--- Material for this task Enclosed Below ---

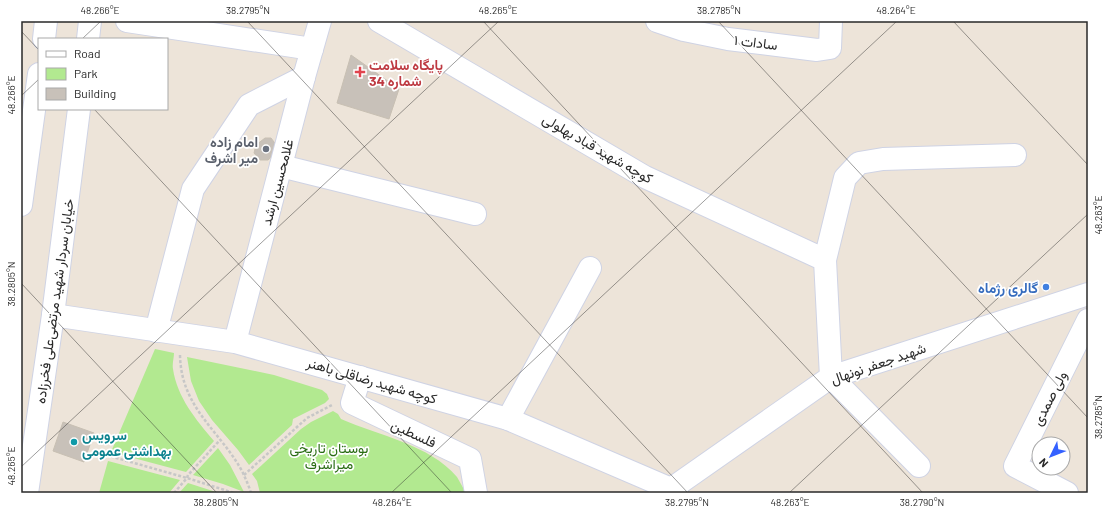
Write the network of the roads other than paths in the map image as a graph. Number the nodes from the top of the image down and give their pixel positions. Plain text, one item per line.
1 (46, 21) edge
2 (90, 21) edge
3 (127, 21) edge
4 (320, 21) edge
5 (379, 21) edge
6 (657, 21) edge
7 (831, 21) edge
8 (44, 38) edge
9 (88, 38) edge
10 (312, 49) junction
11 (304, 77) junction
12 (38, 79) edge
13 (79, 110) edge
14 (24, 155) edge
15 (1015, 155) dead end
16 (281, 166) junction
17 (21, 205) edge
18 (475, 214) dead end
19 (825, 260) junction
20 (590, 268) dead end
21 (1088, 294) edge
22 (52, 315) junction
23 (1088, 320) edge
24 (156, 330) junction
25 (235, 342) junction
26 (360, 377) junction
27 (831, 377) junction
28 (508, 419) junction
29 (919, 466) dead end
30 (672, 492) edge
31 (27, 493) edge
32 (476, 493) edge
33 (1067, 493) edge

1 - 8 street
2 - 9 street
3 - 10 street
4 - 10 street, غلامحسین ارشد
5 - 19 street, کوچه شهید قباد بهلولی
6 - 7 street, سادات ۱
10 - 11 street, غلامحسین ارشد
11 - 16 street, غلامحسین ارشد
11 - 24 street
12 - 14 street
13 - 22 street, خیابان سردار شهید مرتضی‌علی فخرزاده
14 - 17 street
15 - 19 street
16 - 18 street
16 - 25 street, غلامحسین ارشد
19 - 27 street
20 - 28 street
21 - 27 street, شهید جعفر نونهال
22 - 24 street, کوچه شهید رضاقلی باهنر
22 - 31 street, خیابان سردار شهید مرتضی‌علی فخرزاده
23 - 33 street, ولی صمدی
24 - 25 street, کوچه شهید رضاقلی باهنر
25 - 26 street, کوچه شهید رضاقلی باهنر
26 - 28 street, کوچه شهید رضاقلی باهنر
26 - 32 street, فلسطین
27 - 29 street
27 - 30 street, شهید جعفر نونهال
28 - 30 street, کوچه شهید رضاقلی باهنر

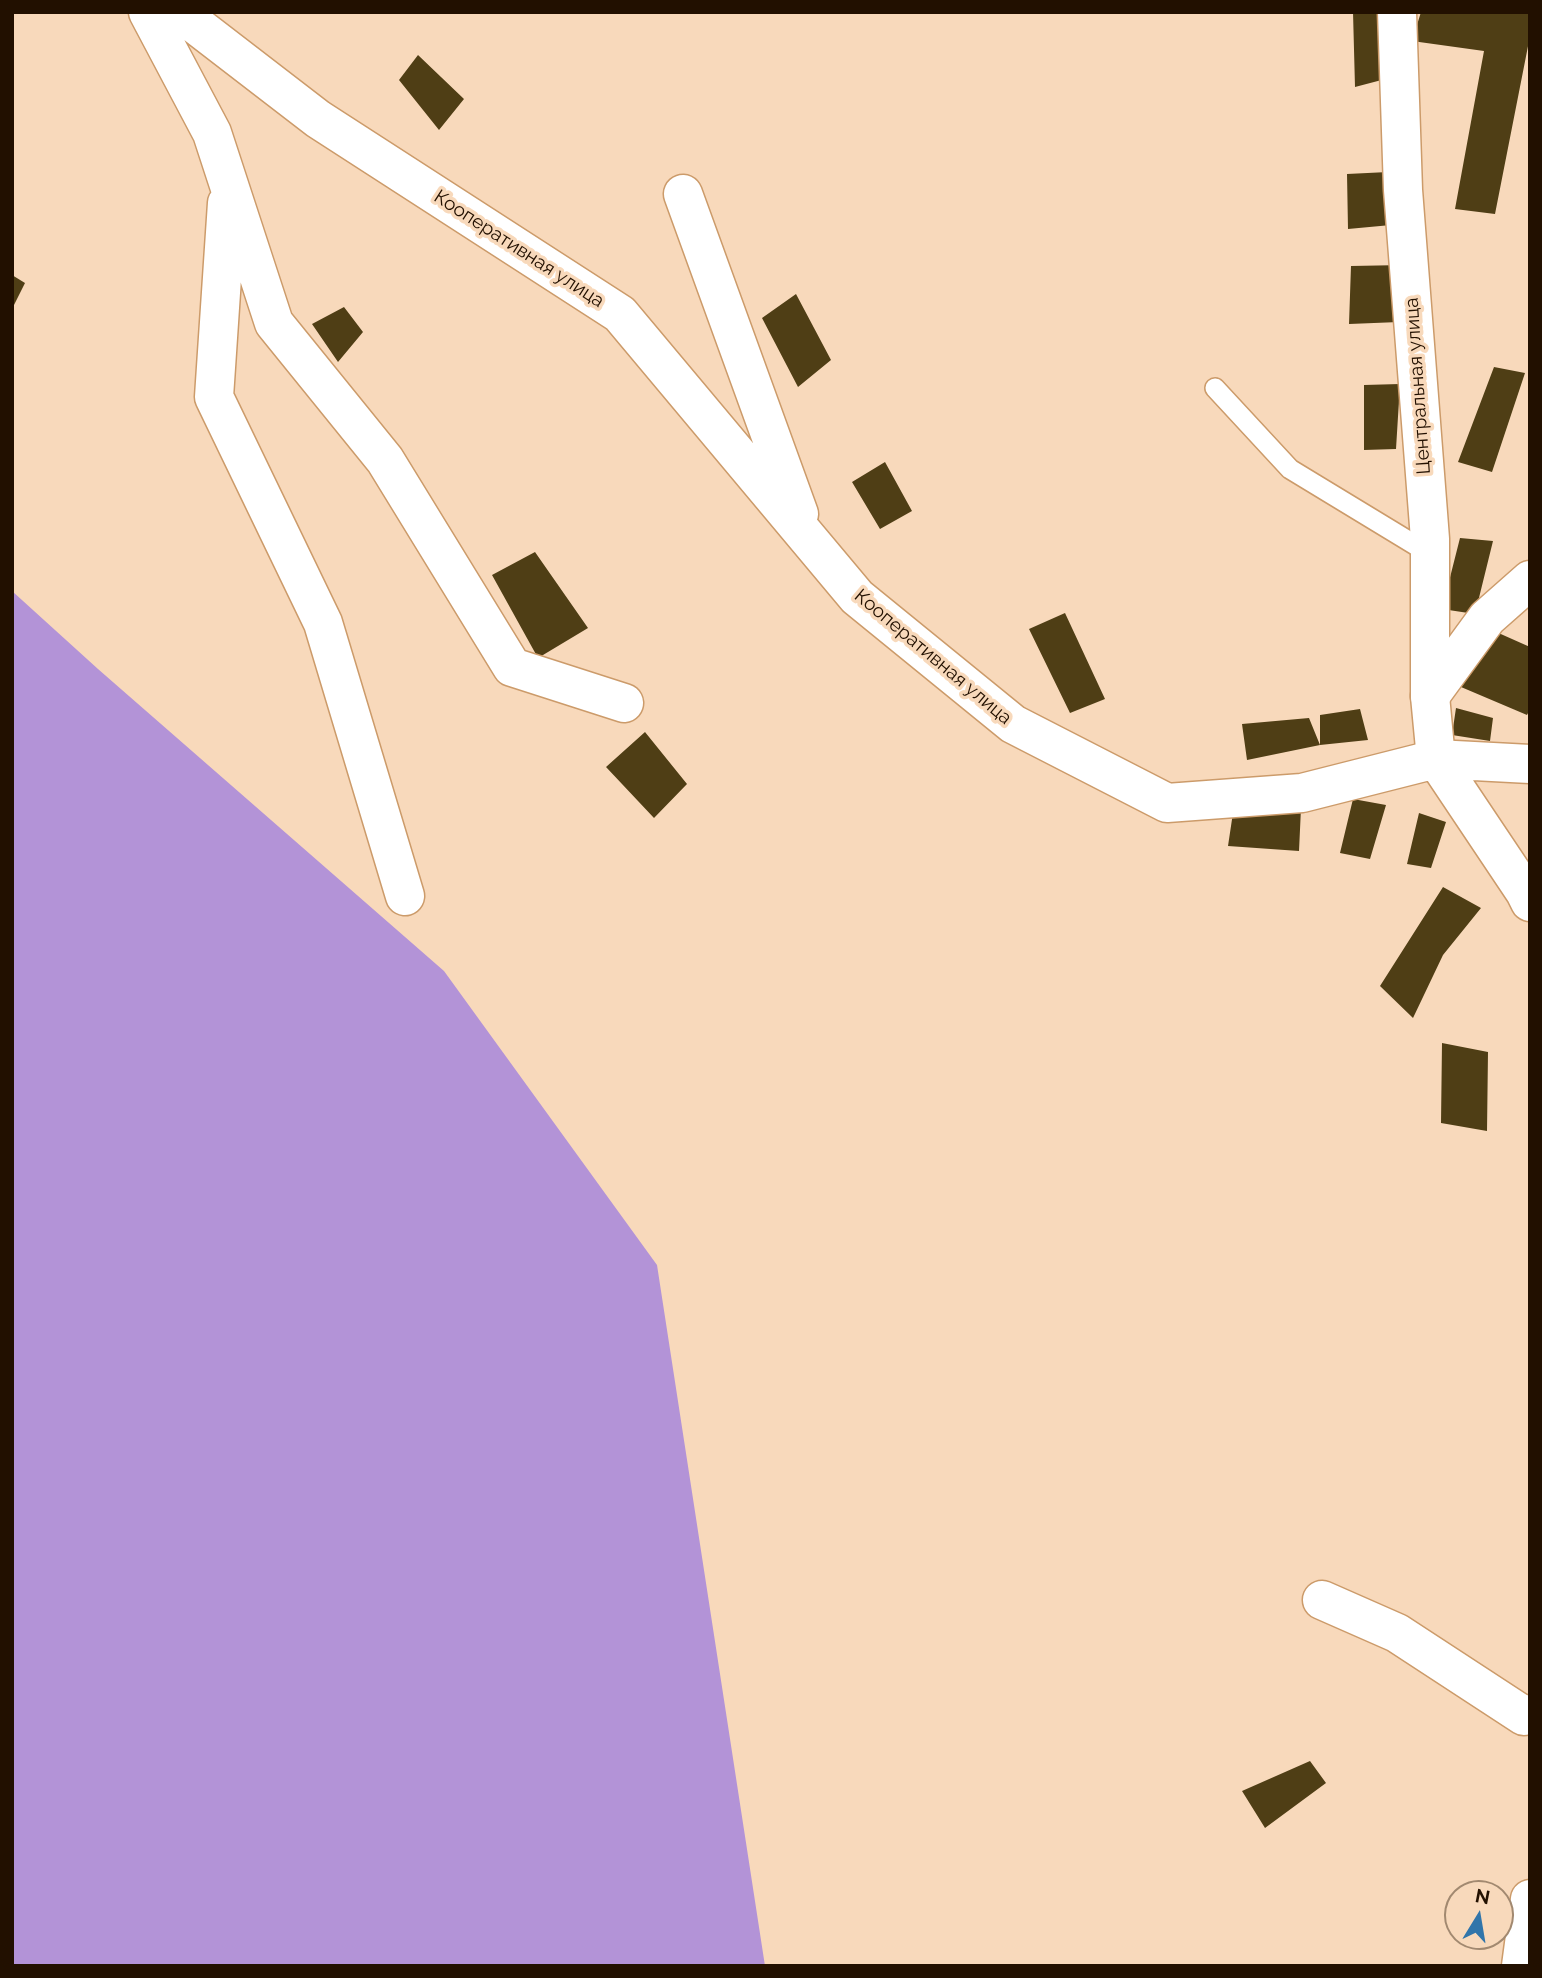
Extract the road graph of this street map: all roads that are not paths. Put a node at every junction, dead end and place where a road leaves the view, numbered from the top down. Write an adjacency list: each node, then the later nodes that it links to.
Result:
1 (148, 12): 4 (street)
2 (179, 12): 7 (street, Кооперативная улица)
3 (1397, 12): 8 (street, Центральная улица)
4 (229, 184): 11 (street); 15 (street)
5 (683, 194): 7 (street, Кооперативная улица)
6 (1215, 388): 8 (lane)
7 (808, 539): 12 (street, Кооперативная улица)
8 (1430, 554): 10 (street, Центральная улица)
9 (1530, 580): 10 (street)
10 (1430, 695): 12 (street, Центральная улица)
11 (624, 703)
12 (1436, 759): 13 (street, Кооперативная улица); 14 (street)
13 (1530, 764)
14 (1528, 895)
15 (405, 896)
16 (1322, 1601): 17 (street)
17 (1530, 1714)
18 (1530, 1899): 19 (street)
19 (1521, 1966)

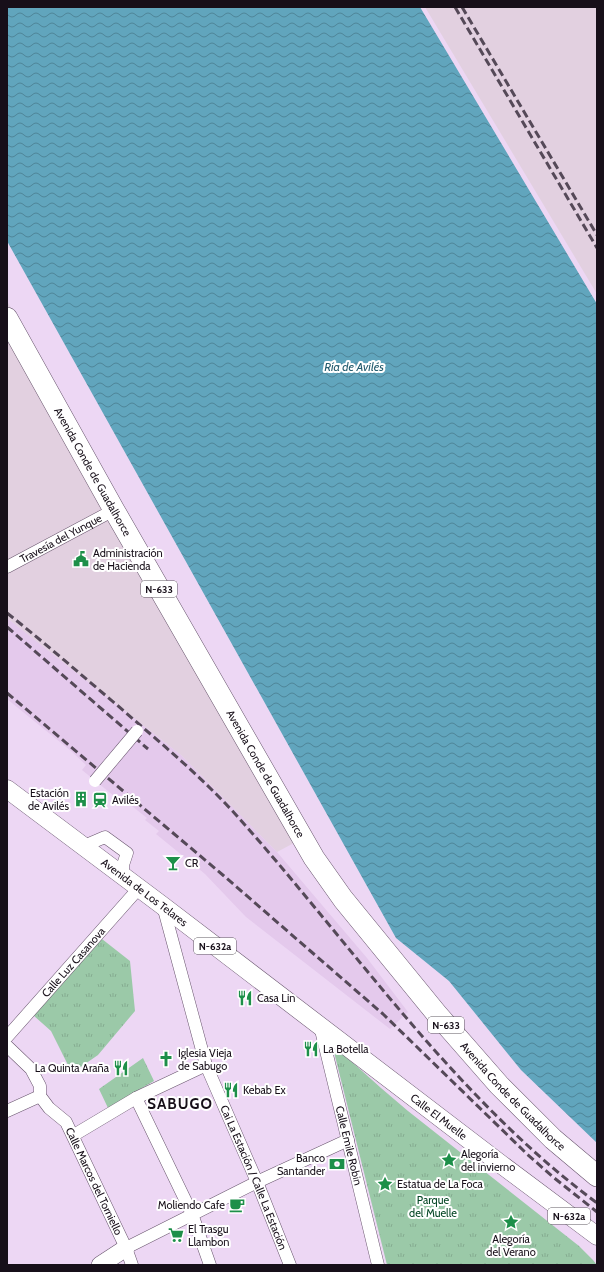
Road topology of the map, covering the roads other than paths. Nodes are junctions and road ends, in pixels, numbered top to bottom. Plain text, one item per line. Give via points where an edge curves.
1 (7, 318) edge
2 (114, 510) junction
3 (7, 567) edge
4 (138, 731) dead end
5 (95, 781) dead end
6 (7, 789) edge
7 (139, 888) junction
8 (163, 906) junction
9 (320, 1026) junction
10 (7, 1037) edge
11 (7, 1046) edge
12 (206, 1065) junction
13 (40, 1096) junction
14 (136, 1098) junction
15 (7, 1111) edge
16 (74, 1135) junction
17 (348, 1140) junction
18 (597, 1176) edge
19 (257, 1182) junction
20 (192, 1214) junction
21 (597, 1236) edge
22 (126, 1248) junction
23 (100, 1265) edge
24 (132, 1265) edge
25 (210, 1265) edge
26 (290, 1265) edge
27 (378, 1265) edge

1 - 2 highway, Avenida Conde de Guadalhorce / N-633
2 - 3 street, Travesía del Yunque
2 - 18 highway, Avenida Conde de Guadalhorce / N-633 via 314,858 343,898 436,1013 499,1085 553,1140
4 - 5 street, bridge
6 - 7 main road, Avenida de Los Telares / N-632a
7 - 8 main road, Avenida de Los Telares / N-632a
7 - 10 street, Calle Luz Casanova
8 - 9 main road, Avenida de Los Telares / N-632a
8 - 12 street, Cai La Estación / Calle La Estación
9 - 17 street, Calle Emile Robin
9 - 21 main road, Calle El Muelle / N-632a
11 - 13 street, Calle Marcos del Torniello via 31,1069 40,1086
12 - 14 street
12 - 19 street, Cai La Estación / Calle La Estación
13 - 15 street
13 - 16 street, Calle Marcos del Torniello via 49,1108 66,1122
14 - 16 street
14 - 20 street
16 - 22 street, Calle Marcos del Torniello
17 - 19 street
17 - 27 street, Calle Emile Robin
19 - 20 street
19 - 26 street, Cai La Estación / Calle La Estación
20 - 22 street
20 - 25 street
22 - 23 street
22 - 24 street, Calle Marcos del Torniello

--- End of Enclosed Material for this task ---

> Task instructions
If the data includes images, skip them and copy every line exactly.

> Response below
Write the network of the roads other than paths in the map image as a graph. Number the nodes from the top of the image down and give their pixel positions. Plain text, one item per line.
1 (46, 21) edge
2 (90, 21) edge
3 (127, 21) edge
4 (320, 21) edge
5 (379, 21) edge
6 (657, 21) edge
7 (831, 21) edge
8 (44, 38) edge
9 (88, 38) edge
10 (312, 49) junction
11 (304, 77) junction
12 (38, 79) edge
13 (79, 110) edge
14 (24, 155) edge
15 (1015, 155) dead end
16 (281, 166) junction
17 (21, 205) edge
18 (475, 214) dead end
19 (825, 260) junction
20 (590, 268) dead end
21 (1088, 294) edge
22 (52, 315) junction
23 (1088, 320) edge
24 (156, 330) junction
25 (235, 342) junction
26 (360, 377) junction
27 (831, 377) junction
28 (508, 419) junction
29 (919, 466) dead end
30 (672, 492) edge
31 (27, 493) edge
32 (476, 493) edge
33 (1067, 493) edge

1 - 8 street
2 - 9 street
3 - 10 street
4 - 10 street, غلامحسین ارشد
5 - 19 street, کوچه شهید قباد بهلولی
6 - 7 street, سادات ۱
10 - 11 street, غلامحسین ارشد
11 - 16 street, غلامحسین ارشد
11 - 24 street
12 - 14 street
13 - 22 street, خیابان سردار شهید مرتضی‌علی فخرزاده
14 - 17 street
15 - 19 street
16 - 18 street
16 - 25 street, غلامحسین ارشد
19 - 27 street
20 - 28 street
21 - 27 street, شهید جعفر نونهال
22 - 24 street, کوچه شهید رضاقلی باهنر
22 - 31 street, خیابان سردار شهید مرتضی‌علی فخرزاده
23 - 33 street, ولی صمدی
24 - 25 street, کوچه شهید رضاقلی باهنر
25 - 26 street, کوچه شهید رضاقلی باهنر
26 - 28 street, کوچه شهید رضاقلی باهنر
26 - 32 street, فلسطین
27 - 29 street
27 - 30 street, شهید جعفر نونهال
28 - 30 street, کوچه شهید رضاقلی باهنر

Extract the road graph of this street map: all roads that are not paths. Put a node at every junction, dead end and place where a road leaves the view, numbered from the top down. Write an adjacency list: each node, then the later nodes that it links to.
Result:
1 (148, 12): 4 (street)
2 (179, 12): 7 (street, Кооперативная улица)
3 (1397, 12): 8 (street, Центральная улица)
4 (229, 184): 11 (street); 15 (street)
5 (683, 194): 7 (street, Кооперативная улица)
6 (1215, 388): 8 (lane)
7 (808, 539): 12 (street, Кооперативная улица)
8 (1430, 554): 10 (street, Центральная улица)
9 (1530, 580): 10 (street)
10 (1430, 695): 12 (street, Центральная улица)
11 (624, 703)
12 (1436, 759): 13 (street, Кооперативная улица); 14 (street)
13 (1530, 764)
14 (1528, 895)
15 (405, 896)
16 (1322, 1601): 17 (street)
17 (1530, 1714)
18 (1530, 1899): 19 (street)
19 (1521, 1966)

Road topology of the map, covering the roads other than paths. Nodes are junctions and road ends, in pixels, numbered top to bottom. Plain text, one item per line. Give via points where an edge curves.
1 (7, 318) edge
2 (114, 510) junction
3 (7, 567) edge
4 (138, 731) dead end
5 (95, 781) dead end
6 (7, 789) edge
7 (139, 888) junction
8 (163, 906) junction
9 (320, 1026) junction
10 (7, 1037) edge
11 (7, 1046) edge
12 (206, 1065) junction
13 (40, 1096) junction
14 (136, 1098) junction
15 (7, 1111) edge
16 (74, 1135) junction
17 (348, 1140) junction
18 (597, 1176) edge
19 (257, 1182) junction
20 (192, 1214) junction
21 (597, 1236) edge
22 (126, 1248) junction
23 (100, 1265) edge
24 (132, 1265) edge
25 (210, 1265) edge
26 (290, 1265) edge
27 (378, 1265) edge

1 - 2 highway, Avenida Conde de Guadalhorce / N-633
2 - 3 street, Travesía del Yunque
2 - 18 highway, Avenida Conde de Guadalhorce / N-633 via 314,858 343,898 436,1013 499,1085 553,1140
4 - 5 street, bridge
6 - 7 main road, Avenida de Los Telares / N-632a
7 - 8 main road, Avenida de Los Telares / N-632a
7 - 10 street, Calle Luz Casanova
8 - 9 main road, Avenida de Los Telares / N-632a
8 - 12 street, Cai La Estación / Calle La Estación
9 - 17 street, Calle Emile Robin
9 - 21 main road, Calle El Muelle / N-632a
11 - 13 street, Calle Marcos del Torniello via 31,1069 40,1086
12 - 14 street
12 - 19 street, Cai La Estación / Calle La Estación
13 - 15 street
13 - 16 street, Calle Marcos del Torniello via 49,1108 66,1122
14 - 16 street
14 - 20 street
16 - 22 street, Calle Marcos del Torniello
17 - 19 street
17 - 27 street, Calle Emile Robin
19 - 20 street
19 - 26 street, Cai La Estación / Calle La Estación
20 - 22 street
20 - 25 street
22 - 23 street
22 - 24 street, Calle Marcos del Torniello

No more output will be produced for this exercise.